Emagnetix stellte sich dieser Herausforderung auf eigene Faust und nahm sich viel Zeit, um die Arbeitszeit zu verändern. Mehr als zwei Jahre lang bereitete das Unternehmen die Umstellung vor. Zu Beginn schwärmten die Mitarbeiter mit einem klaren Ziel aus: Wie lassen sich in einer Woche 8,5 Stunden Arbeit einsparen, um einen Tag aus dem dienstlichen Kalender zu streichen? „Da haben wir alle Arbeitsabläufe durchleuchtet“, sagt Gründer Hochreiter.
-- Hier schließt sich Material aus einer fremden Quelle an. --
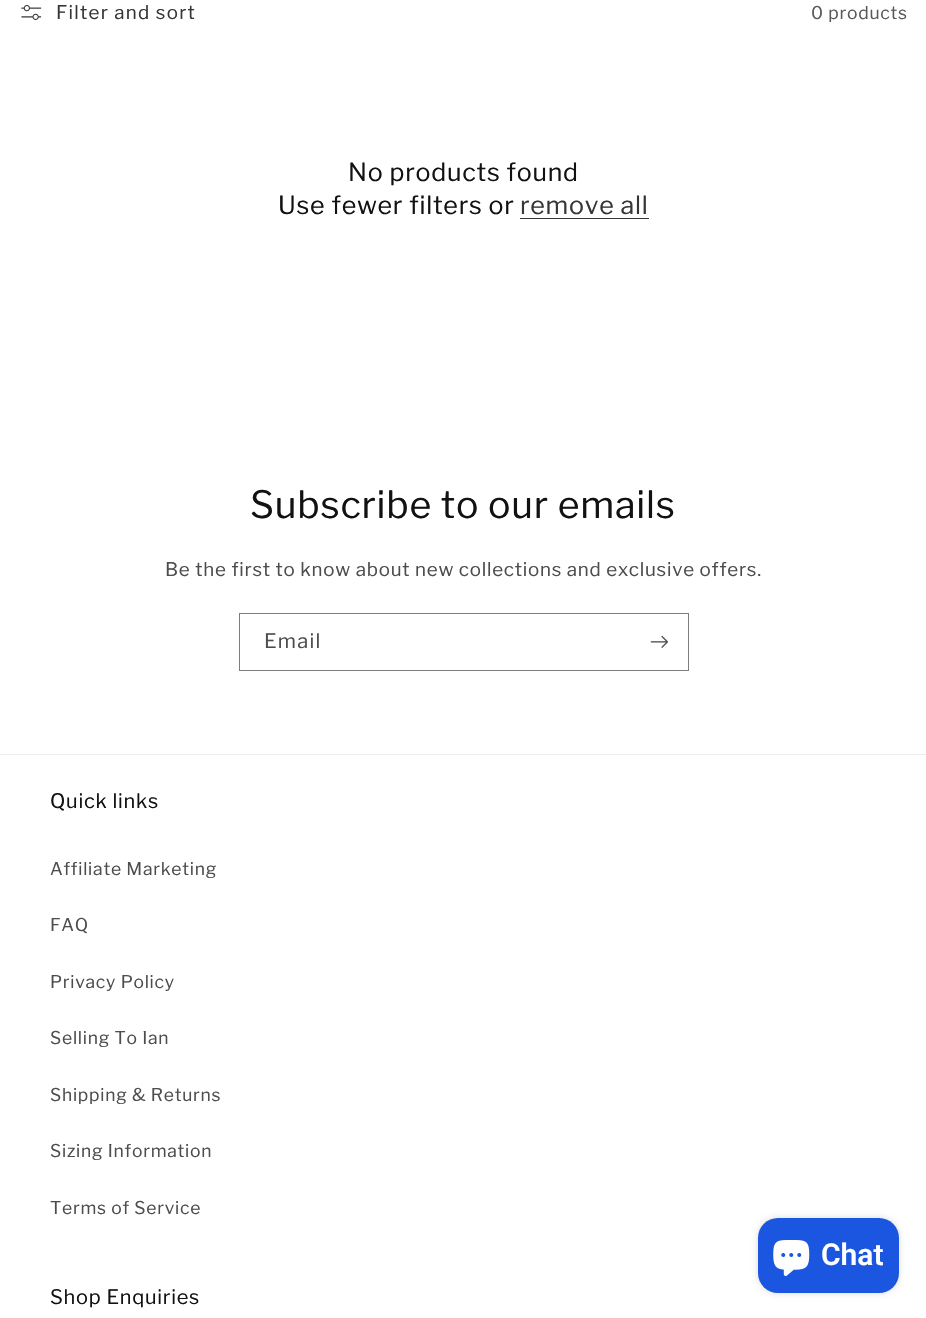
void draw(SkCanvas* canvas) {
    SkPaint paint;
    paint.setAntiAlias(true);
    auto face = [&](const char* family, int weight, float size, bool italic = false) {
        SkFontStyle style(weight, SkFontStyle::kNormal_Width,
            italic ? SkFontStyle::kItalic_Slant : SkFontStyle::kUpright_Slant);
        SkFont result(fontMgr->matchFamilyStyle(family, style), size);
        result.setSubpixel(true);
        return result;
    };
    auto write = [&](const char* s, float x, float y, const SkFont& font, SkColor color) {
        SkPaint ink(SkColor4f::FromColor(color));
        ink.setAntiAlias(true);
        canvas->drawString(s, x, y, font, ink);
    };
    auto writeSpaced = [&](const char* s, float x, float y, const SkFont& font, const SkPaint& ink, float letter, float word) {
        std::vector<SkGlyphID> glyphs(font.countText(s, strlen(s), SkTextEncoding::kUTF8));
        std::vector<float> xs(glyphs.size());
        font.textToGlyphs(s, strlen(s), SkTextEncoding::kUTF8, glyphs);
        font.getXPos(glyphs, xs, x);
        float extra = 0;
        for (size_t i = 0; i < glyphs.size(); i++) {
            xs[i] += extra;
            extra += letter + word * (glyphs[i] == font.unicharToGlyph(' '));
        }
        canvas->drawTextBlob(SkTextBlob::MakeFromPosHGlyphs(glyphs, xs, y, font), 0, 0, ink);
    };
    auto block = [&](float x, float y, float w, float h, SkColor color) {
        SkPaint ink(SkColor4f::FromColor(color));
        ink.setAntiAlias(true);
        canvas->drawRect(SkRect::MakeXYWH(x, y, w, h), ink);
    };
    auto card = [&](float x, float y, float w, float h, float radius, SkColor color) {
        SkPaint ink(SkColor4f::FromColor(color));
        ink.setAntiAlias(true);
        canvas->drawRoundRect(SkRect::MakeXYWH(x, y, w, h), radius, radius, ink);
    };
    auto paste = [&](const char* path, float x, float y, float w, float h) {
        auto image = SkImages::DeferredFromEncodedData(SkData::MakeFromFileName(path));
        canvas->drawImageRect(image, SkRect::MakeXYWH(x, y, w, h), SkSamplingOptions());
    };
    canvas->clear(SK_ColorWHITE);
    paste("pic1.png", 21, 5, 21, 15);
    auto kFont1 = face("Libre Franklin", 400, 18.75f);
    paint.setColor(SkColorSetRGB(54, 54, 54));
    writeSpaced("Filter and sort", 56, 19, kFont1, paint, 1.25f, 0);
    auto kFont2 = face("Libre Franklin", 400, 17.5f);
    paint.setColor(SkColorSetRGB(89, 89, 89));
    writeSpaced("0 products", 811, 19, kFont2, paint, 0.75f, 0);
    auto kFont3 = face("Libre Franklin", 400, 25);
    paint.setColor(SkColorSetRGB(18, 18, 18));
    writeSpaced("No products found", 348, 181, kFont3, paint, 0.75f, 0);
    writeSpaced("Use fewer filters or", 278, 214, kFont3, paint, 0.75f, 0);
    paint.setColor(SkColorSetRGB(54, 54, 54));
    writeSpaced("remove all", 520, 214, kFont3, paint, 0.75f, 0);
    block(520, 218, 129, 1, SkColorSetRGB(54, 54, 54));
    auto kFont4 = face("Libre Franklin", 400, 37.5f);
    paint.setColor(SkColorSetRGB(18, 18, 18));
    writeSpaced("Subscribe to our emails", 250, 518, kFont4, paint, 0.75f, 0);
    paint.setColor(SkColorSetRGB(77, 77, 77));
    writeSpaced("Be the first to know about new collections and exclusive offers.", 165, 576, kFont1, paint, 0.75f, 0);
    paint.setStyle(SkPaint::kStroke_Style);
    paint.setStrokeWidth(1);
    paint.setColor(SkColorSetRGB(125, 125, 125));
    canvas->drawRect(SkRect::MakeXYWH(239.5f, 613.5f, 449, 57), paint);
    auto kFont5 = face("Libre Franklin", 400, 20);
    paint.setStyle(SkPaint::kFill_Style);
    paint.setColor(SkColorSetRGB(77, 77, 77));
    writeSpaced("Email", 264, 648, kFont5, paint, 1.25f, 0);
    paste("pic2.png", 650, 635, 18, 13);
    block(0, 754, 926, 1, SkColorSetRGB(236, 236, 236));
    paint.setColor(SkColorSetRGB(18, 18, 18));
    writeSpaced("Quick links", 50, 808, kFont5, paint, 0.75f, 0);
    paint.setColor(SkColorSetRGB(77, 77, 77));
    writeSpaced("Affiliate Marketing", 50, 875, kFont2, paint, 0.75f, 0);
    writeSpaced("FAQ", 50, 931, kFont2, paint, 0.75f, 0);
    writeSpaced("Privacy Policy", 50, 988, kFont2, paint, 0.75f, 0);
    writeSpaced("Selling To Ian", 50, 1044, kFont2, paint, 0.75f, 0);
    writeSpaced("Shipping & Returns", 50, 1101, kFont2, paint, 0.75f, 0);
    writeSpaced("Sizing Information", 50, 1157, kFont2, paint, 0.75f, 0);
    writeSpaced("Terms of Service", 50, 1214, kFont2, paint, 0.75f, 0);
    paint.setColor(SkColorSetRGB(18, 18, 18));
    writeSpaced("Shop Enquiries", 50, 1304, kFont5, paint, 0.75f, 0);
    paint.setColor(SkColorSetARGB(38, 0, 0, 0));
    paint.setMaskFilter(SkMaskFilter::MakeBlur(kNormal_SkBlurStyle, 3));
    canvas->drawRoundRect(SkRect::MakeXYWH(758, 1218, 141, 75), 20, 20, paint);
    paint.setMaskFilter(nullptr);
    card(758, 1218, 141, 75, 20, SkColorSetRGB(26, 86, 224));
    paste("pic3.png", 773, 1240, 37, 36);
    auto kFont6 = face("Roboto", 600, 30);
    write("Chat", 821, 1265, kFont6, SK_ColorWHITE);
}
So beschloss die Belegschaft etwa, meeting-freie Zeiträume einzuführen, damit die Angestellten sich einen Vormittag lang ohne Ablenkung auf ihre Arbeit konzentrieren können.
Zudem griff das Team in die IT-Trickkiste: Mit einem selbst geschriebenen Skript beispielsweise werden nun automatisch Zahlen für einen Wochenbericht zusammengetragen. Zuvor war das eine fehleranfällige und zeitraubende Tätigkeit am Montagmorgen. „Wir arbeiten laufend daran, mit Tools manuelle Arbeit einzusparen“, erzählt Hochreiter. Eine offene Kommunikation und ein Blick auf andere Vorreiter erleichtern den Weg zu Lösungen, die beiden Seiten etwas bringen. „Man muss das Rad nicht neu erfinden“, sagt Wissenschaftlerin Rump, und „man muss die Fehler von anderen Unternehmen auch nicht wiederholen“.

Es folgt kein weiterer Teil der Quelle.